The famous Jesse Helms ad attacking affirmative action said, “You needed that job…but they had to give it to a minority.” But that’s not nearly as true as, “You needed that job, but they had to give it to somebody who knew somebody.”

But I’ve digressed. The beneficiaries of the new tax code are the wealthy. After paying the new sales taxes, working and middle class families will see little change in their bank accounts, regardless of what they see in their pay checks. People making the state’s medium income would get between $6.00 and $35.00 per month while the people making more than $250,000 a year will see an additional $330 per month, enough to make sure Junior doesn’t have any debt coming out of college. And all the while, services that the middle class depends on, like public schools and universities, get the shaft to pay for the tax breaks for the rich.

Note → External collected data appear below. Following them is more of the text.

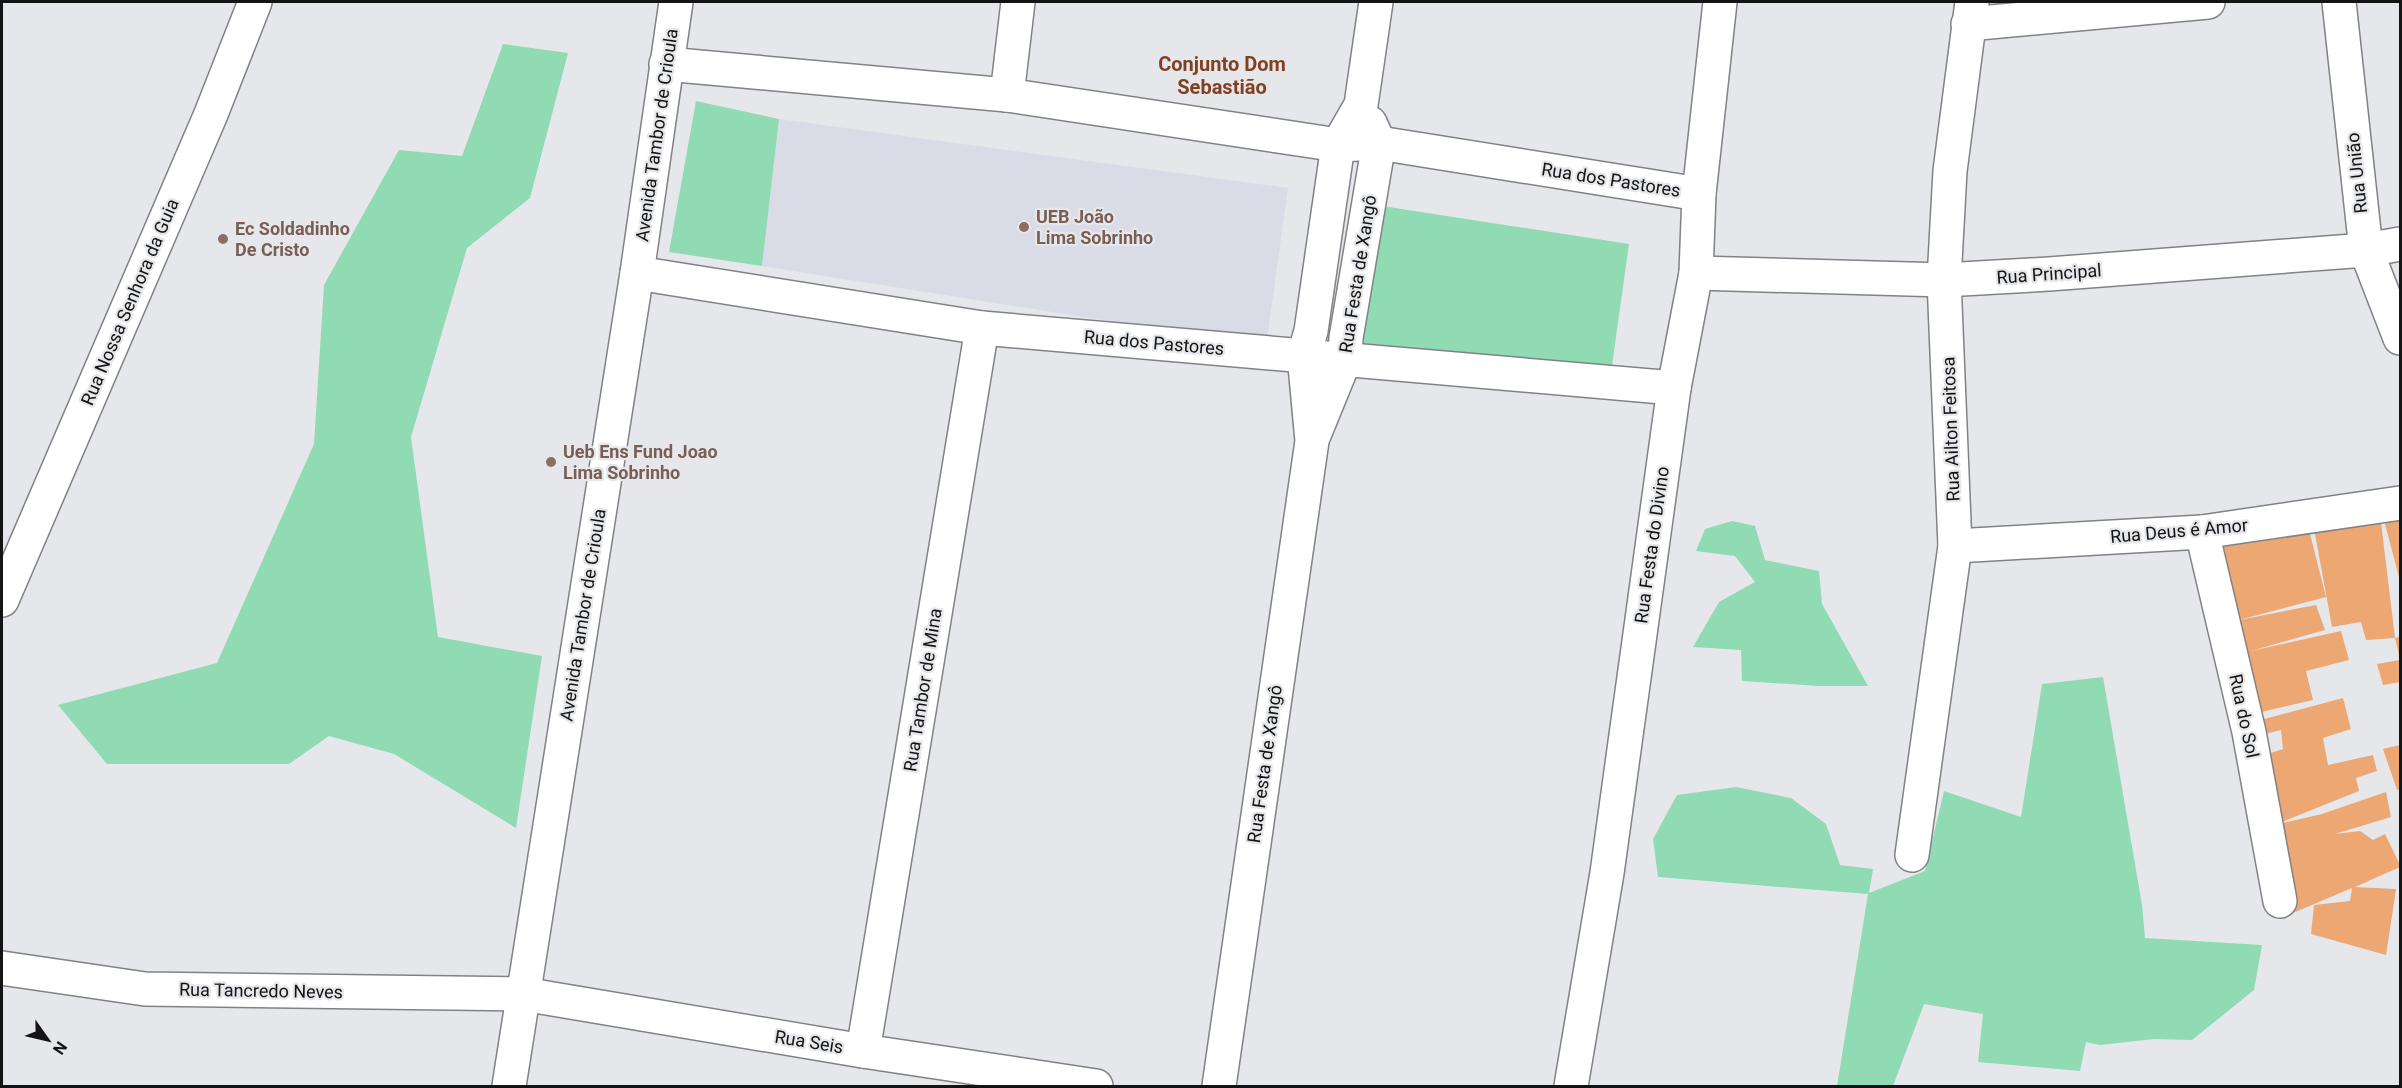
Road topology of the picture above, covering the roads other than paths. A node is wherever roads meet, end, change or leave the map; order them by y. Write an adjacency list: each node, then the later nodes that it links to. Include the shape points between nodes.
1 (255, 2): 29 (street, Rua Nossa Senhora da Guia, via 211,114)
2 (676, 2): 9 (street, Avenida Tambor de Crioula)
3 (1018, 2): 10 (street)
4 (1376, 2): 11 (street, Rua Festa de Xangô)
5 (1720, 2): 14 (street, Rua Festa do Divino)
6 (2208, 2): 8 (street)
7 (2339, 2): 16 (street, Rua União)
8 (1970, 13): 19 (street, Rua Ailton Feitosa, via 1950,171)
9 (666, 64): 10 (street, Rua dos Pastores); 17 (street, Avenida Tambor de Crioula)
10 (1007, 95): 13 (street, Rua dos Pastores)
11 (1361, 105): 12 (street); 13 (street, Rua Festa de Xangô)
12 (1379, 143): 13 (street, Rua dos Pastores); 14 (street, Rua dos Pastores); 23 (street, Rua Festa de Xangô)
13 (1338, 145): 22 (street, Rua Festa de Xangô, via 1311,331)
14 (1700, 194): 18 (street, Rua Festa do Divino)
15 (2400, 244): 16 (street, Rua Principal)
16 (2366, 250): 19 (street, Rua Principal); 21 (street, Rua União)
17 (637, 273): 20 (street, Rua dos Pastores); 33 (street, Avenida Tambor de Crioula)
18 (1696, 273): 19 (street, Rua Principal); 24 (street, Rua Festa do Divino)
19 (1944, 280): 28 (street, Rua Ailton Feitosa)
20 (982, 328): 22 (street, Rua dos Pastores); 34 (street, Rua Tambor de Mina)
21 (2400, 338)
22 (1304, 355): 23 (street, Rua dos Pastores); 25 (street, Rua Festa de Xangô)
23 (1345, 359): 24 (street, Rua dos Pastores); 25 (street, Rua Festa de Xangô)
24 (1674, 388): 38 (street, Rua Festa do Divino, via 1607,873)
25 (1312, 441): 37 (street, Rua Festa de Xangô)
26 (2400, 502): 27 (street, Rua Deus é Amor)
27 (2202, 531): 28 (street, Rua Deus é Amor); 31 (street, Rua do Sol, via 2249,732)
28 (1955, 546): 30 (street, Rua Ailton Feitosa)
29 (2, 600)
30 (1912, 855)
31 (2280, 901)
32 (2, 968): 33 (street, Rua Tancredo Neves, via 145,989)
33 (523, 994): 34 (street, Rua Seis); 35 (street, Avenida Tambor de Crioula)
34 (863, 1051): 36 (street, Rua Seis)
35 (509, 1086)
36 (1096, 1086)
37 (1219, 1086)
38 (1571, 1086)

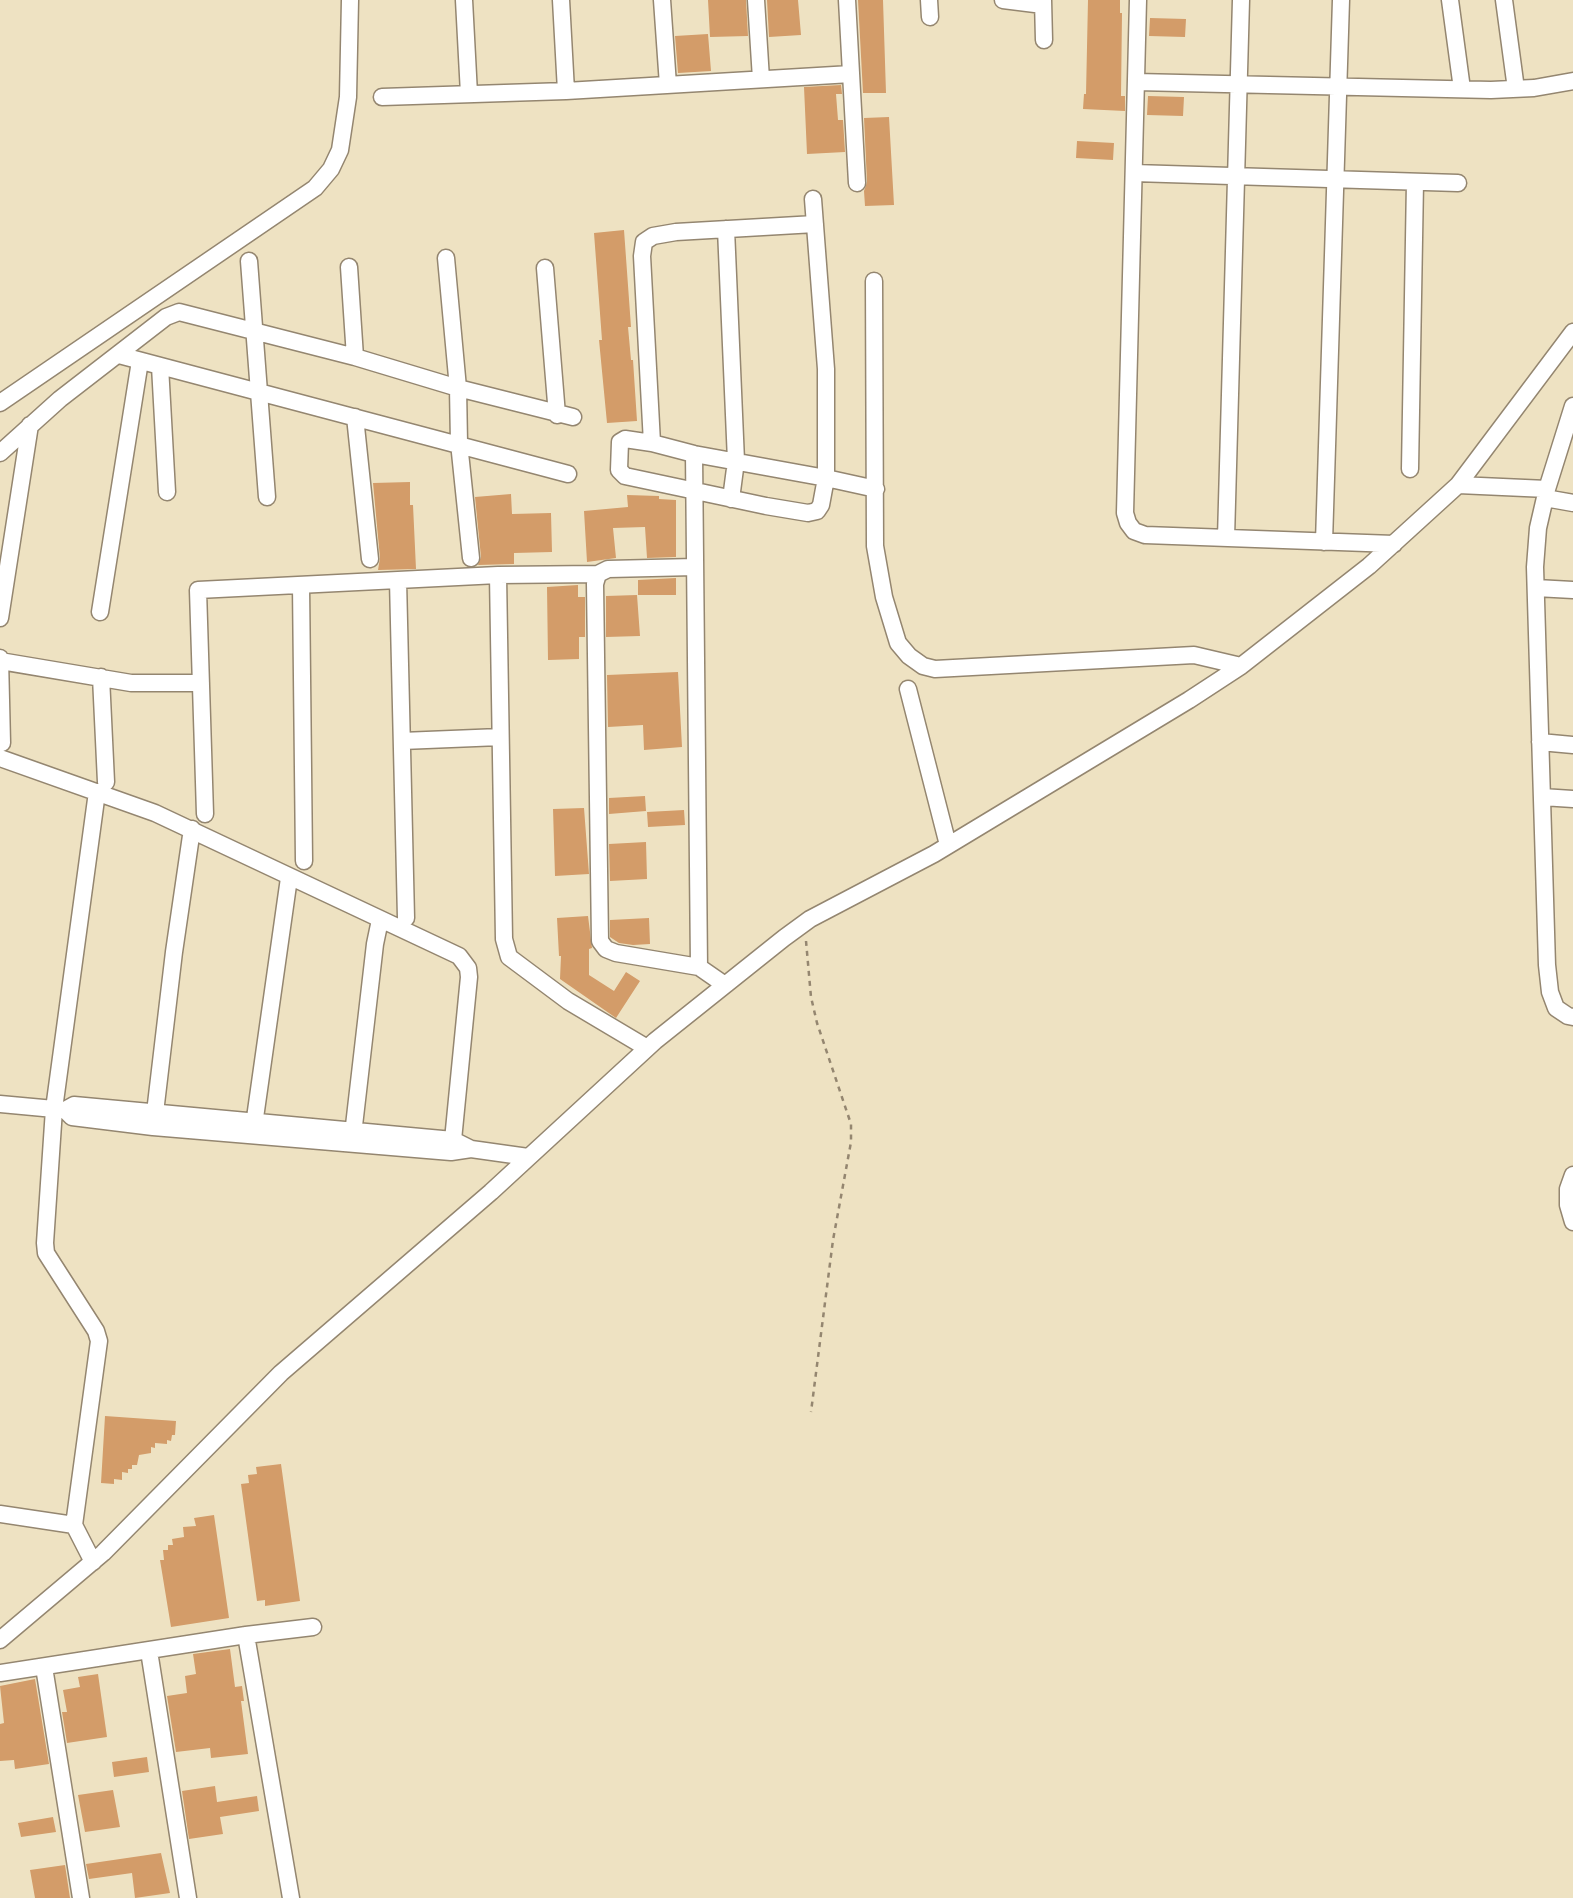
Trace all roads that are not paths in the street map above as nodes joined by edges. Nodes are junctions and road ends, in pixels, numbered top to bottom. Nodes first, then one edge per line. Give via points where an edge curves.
1 (350, 0) edge
2 (464, 0) edge
3 (561, 0) edge
4 (662, 0) edge
5 (756, 0) edge
6 (847, 0) edge
7 (929, 0) edge
8 (1003, 0) edge
9 (1138, 0) edge
10 (1241, 0) edge
11 (1340, 0) edge
12 (1450, 0) edge
13 (1504, 0) edge
14 (1043, 2) edge
15 (930, 18) dead end
16 (1044, 40) dead end
17 (851, 74) junction
18 (761, 79) junction
19 (1573, 81) edge
20 (1136, 82) junction
21 (1238, 84) junction
22 (668, 85) junction
23 (1338, 86) junction
24 (1462, 89) junction
25 (1516, 89) junction
26 (566, 92) junction
27 (469, 94) junction
28 (382, 97) dead end
29 (1134, 173) junction
30 (1236, 176) junction
31 (1335, 179) junction
32 (1415, 182) junction
33 (857, 183) dead end
34 (1458, 183) dead end
35 (813, 199) dead end
36 (815, 224) junction
37 (726, 229) junction
38 (446, 258) dead end
39 (249, 261) dead end
40 (349, 267) dead end
41 (545, 268) dead end
42 (874, 281) dead end
43 (1573, 332) edge
44 (256, 334) junction
45 (119, 355) junction
46 (355, 357) junction
47 (140, 361) junction
48 (160, 366) junction
49 (458, 388) junction
50 (258, 391) junction
51 (0, 403) edge
52 (1573, 406) edge
53 (355, 416) junction
54 (30, 425) junction
55 (459, 443) junction
56 (652, 443) junction
57 (0, 453) edge
58 (694, 454) junction
59 (736, 461) junction
60 (1410, 469) dead end
61 (568, 474) dead end
62 (826, 478) junction
63 (1458, 485) junction
64 (876, 489) junction
65 (693, 491) junction
66 (167, 492) dead end
67 (1546, 494) junction
68 (267, 497) dead end
69 (731, 499) junction
70 (1573, 503) edge
71 (1226, 538) junction
72 (1324, 542) junction
73 (1394, 544) junction
74 (471, 558) dead end
75 (370, 559) dead end
76 (695, 568) junction
77 (598, 574) junction
78 (498, 575) junction
79 (398, 580) junction
80 (301, 585) junction
81 (1535, 588) junction
82 (1573, 590) edge
83 (100, 612) dead end
84 (0, 618) edge
85 (0, 660) edge
86 (1241, 666) junction
87 (101, 677) junction
88 (201, 683) junction
89 (908, 689) dead end
90 (500, 737) junction
91 (401, 741) junction
92 (1540, 742) junction
93 (1573, 744) edge
94 (1, 751) edge
95 (101, 787) junction
96 (1542, 797) junction
97 (1573, 799) edge
98 (205, 814) dead end
99 (192, 830) junction
100 (948, 845) junction
101 (303, 861) dead end
102 (289, 878) junction
103 (406, 918) dead end
104 (380, 920) junction
105 (699, 967) junction
106 (725, 985) junction
107 (1573, 1017) edge
108 (647, 1048) junction
109 (0, 1104) edge
110 (60, 1110) junction
111 (154, 1120) junction
112 (253, 1130) junction
113 (352, 1138) junction
114 (453, 1140) junction
115 (471, 1149) junction
116 (528, 1157) junction
117 (1573, 1175) edge
118 (1573, 1222) edge
119 (0, 1514) edge
120 (74, 1525) junction
121 (93, 1562) junction
122 (313, 1628) dead end
123 (246, 1635) junction
124 (0, 1640) edge
125 (149, 1651) junction
126 (44, 1667) junction
127 (0, 1673) edge
128 (81, 1898) edge
129 (188, 1898) edge
130 (291, 1898) edge

1 - 51 street via 348,97 340,150 315,188
2 - 27 street
3 - 26 street
4 - 22 street
5 - 18 street
6 - 17 street
7 - 15 street
8 - 14 street
9 - 20 street
10 - 21 street
11 - 23 street
12 - 24 street
13 - 25 street
14 - 16 street
17 - 18 street
17 - 33 street
18 - 22 street
19 - 25 street
20 - 21 street
20 - 29 street
21 - 23 street
21 - 30 street
22 - 26 street
23 - 24 street
23 - 31 street
24 - 25 street
26 - 27 street
27 - 28 street
29 - 30 street
29 - 71 street via 1125,513 1134,531 1144,535
30 - 31 street
30 - 71 street
31 - 32 street
31 - 72 street
32 - 34 street
32 - 60 street
35 - 36 street
36 - 37 street
36 - 62 street via 826,369
37 - 56 street via 653,236 644,242
37 - 59 street
38 - 49 street
39 - 44 street
40 - 46 street
41 - 49 street via 565,416
42 - 64 street
43 - 63 street
44 - 45 street via 178,312
44 - 46 street
44 - 50 street
45 - 47 street
45 - 54 street
46 - 49 street
47 - 48 street
47 - 83 street
48 - 50 street
48 - 66 street
49 - 55 street
50 - 53 street
50 - 68 street
52 - 67 street
53 - 55 street
53 - 75 street
54 - 57 street
54 - 84 street
55 - 61 street
55 - 74 street
56 - 58 street
56 - 65 street via 622,439 621,474
58 - 59 street
58 - 65 street
59 - 62 street
59 - 69 street
62 - 64 street
62 - 69 street via 821,505 808,513
63 - 67 street
63 - 73 street
64 - 86 street via 875,546 884,597 898,643 923,666 1194,655
65 - 69 street
65 - 76 street
67 - 70 street
67 - 81 street via 1538,528
71 - 72 street
72 - 73 street
73 - 86 street
76 - 77 street via 608,569
76 - 105 street
77 - 78 street
77 - 105 street via 600,941 616,953
78 - 79 street
78 - 90 street
79 - 80 street
79 - 91 street
80 - 88 street via 198,590
80 - 101 street
81 - 82 street
81 - 92 street
85 - 87 street
85 - 94 street
86 - 100 street
87 - 88 street via 131,683
87 - 95 street
88 - 98 street
89 - 100 street
90 - 91 street
90 - 108 street via 504,939 509,957 568,1001
91 - 103 street
92 - 93 street
92 - 96 street
94 - 95 street
95 - 99 street
95 - 110 street
96 - 97 street
96 - 107 street via 1550,992 1556,1008
99 - 102 street
99 - 111 street
100 - 106 street via 804,924
102 - 104 street
102 - 112 street
104 - 113 street
104 - 114 street via 459,956 468,968
105 - 106 street
106 - 108 street
108 - 116 street
109 - 110 street
110 - 111 street via 74,1105
110 - 120 street via 46,1253 99,1341
111 - 112 street
112 - 113 street
113 - 114 street
113 - 115 street via 451,1152
114 - 115 street
115 - 116 street
116 - 121 street via 281,1373
117 - 118 street via 1568,1189
119 - 120 street
120 - 121 street
121 - 124 street
122 - 123 street
123 - 125 street
123 - 130 street
125 - 126 street
125 - 129 street
126 - 127 street
126 - 128 street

That’s not fair. That’s just the old bait and switch.


  1. Timothy Murphy

    If possible, could you amend this piece (or write a new one) detailing the impact of the end of the state’s Earned Income Tax Credit? THAT”S going to have a significant impact on next year’s refunds and tax liabilities for the poor.

    • Thomas Mills

      I’m sure I’ll do one in the future, Mr. Murphy. I tend to write more in response to the news. EITC is an important issue. The whole shift to a more regressive tax structure is particularly disturbing to me.

  2. Madison Hunter

    The unarmed gangsters. The same guy who is trying to steal Charlotte’s airport.

  3. Thomas Mills

    And if you need food stamps or Medicaid, you are really on the losing end.